● **Instructions for the task**: Every line that contains the word "lane" is to be copied from the listing.

● **Supplied material**:
● ● ●

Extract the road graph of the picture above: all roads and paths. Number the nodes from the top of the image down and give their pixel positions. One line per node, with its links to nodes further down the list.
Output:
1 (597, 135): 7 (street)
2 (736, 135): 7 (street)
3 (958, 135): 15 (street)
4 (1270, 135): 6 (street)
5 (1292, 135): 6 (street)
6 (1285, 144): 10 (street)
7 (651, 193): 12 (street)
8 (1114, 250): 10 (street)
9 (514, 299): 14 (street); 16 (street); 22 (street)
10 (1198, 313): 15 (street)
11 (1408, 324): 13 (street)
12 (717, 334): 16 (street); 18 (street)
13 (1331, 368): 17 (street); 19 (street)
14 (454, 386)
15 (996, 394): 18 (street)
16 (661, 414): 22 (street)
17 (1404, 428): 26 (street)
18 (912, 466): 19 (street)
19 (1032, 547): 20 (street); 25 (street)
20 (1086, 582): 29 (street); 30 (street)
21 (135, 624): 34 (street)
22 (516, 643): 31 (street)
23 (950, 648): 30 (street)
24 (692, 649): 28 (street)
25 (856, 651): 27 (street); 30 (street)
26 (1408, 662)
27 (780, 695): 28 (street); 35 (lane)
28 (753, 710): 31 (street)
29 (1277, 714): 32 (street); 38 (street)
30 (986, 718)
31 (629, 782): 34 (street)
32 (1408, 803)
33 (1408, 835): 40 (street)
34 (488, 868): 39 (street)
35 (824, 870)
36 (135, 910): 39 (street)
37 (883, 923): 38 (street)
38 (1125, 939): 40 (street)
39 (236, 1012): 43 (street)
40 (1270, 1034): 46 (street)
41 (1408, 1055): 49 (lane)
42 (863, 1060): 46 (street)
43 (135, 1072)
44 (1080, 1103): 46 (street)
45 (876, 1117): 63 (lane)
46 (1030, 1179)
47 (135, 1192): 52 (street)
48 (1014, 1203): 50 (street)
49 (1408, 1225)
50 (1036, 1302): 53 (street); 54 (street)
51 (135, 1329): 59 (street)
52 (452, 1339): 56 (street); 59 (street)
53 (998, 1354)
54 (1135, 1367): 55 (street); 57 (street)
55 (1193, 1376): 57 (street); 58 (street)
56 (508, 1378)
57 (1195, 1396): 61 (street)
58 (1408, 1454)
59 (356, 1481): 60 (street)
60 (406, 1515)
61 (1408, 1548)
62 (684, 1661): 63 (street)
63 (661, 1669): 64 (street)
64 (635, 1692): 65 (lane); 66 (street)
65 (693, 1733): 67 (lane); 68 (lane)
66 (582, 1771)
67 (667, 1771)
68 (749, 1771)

● ● ●

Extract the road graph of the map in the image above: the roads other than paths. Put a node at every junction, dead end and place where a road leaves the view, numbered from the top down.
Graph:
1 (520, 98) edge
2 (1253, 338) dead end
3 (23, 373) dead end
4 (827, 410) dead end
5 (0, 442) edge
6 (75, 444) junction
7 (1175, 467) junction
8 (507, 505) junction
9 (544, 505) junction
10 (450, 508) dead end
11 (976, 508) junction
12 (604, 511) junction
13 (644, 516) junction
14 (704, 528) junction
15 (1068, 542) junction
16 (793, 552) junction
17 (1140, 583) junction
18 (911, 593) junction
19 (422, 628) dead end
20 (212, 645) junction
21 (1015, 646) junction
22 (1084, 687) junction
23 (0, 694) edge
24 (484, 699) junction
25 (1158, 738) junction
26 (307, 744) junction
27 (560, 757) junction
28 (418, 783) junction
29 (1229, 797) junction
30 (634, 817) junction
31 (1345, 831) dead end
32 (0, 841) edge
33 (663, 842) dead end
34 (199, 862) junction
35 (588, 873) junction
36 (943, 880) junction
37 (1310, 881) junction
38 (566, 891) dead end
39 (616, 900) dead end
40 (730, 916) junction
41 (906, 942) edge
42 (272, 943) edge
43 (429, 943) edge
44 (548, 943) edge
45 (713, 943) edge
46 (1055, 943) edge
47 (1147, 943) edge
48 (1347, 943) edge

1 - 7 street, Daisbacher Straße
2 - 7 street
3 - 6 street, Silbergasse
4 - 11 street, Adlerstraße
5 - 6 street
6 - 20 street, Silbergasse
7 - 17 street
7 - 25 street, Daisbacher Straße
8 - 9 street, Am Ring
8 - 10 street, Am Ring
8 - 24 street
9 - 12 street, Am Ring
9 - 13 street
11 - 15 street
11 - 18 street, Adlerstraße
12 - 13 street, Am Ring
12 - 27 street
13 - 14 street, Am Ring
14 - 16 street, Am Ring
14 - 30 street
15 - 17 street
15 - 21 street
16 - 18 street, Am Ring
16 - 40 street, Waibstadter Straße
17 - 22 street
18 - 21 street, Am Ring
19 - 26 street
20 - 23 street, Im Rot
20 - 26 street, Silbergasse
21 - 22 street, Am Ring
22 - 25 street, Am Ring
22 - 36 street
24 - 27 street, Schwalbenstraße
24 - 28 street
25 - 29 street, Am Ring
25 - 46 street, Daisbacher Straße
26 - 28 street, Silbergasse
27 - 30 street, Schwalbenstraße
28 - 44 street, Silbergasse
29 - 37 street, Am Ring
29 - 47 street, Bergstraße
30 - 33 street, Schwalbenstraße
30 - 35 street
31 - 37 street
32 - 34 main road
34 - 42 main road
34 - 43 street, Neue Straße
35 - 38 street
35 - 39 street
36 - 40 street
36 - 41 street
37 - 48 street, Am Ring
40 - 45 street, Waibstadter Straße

● ● ●

● **Response for this exercise**:
27 (780, 695): 28 (street); 35 (lane)
41 (1408, 1055): 49 (lane)
45 (876, 1117): 63 (lane)
64 (635, 1692): 65 (lane); 66 (street)
65 (693, 1733): 67 (lane); 68 (lane)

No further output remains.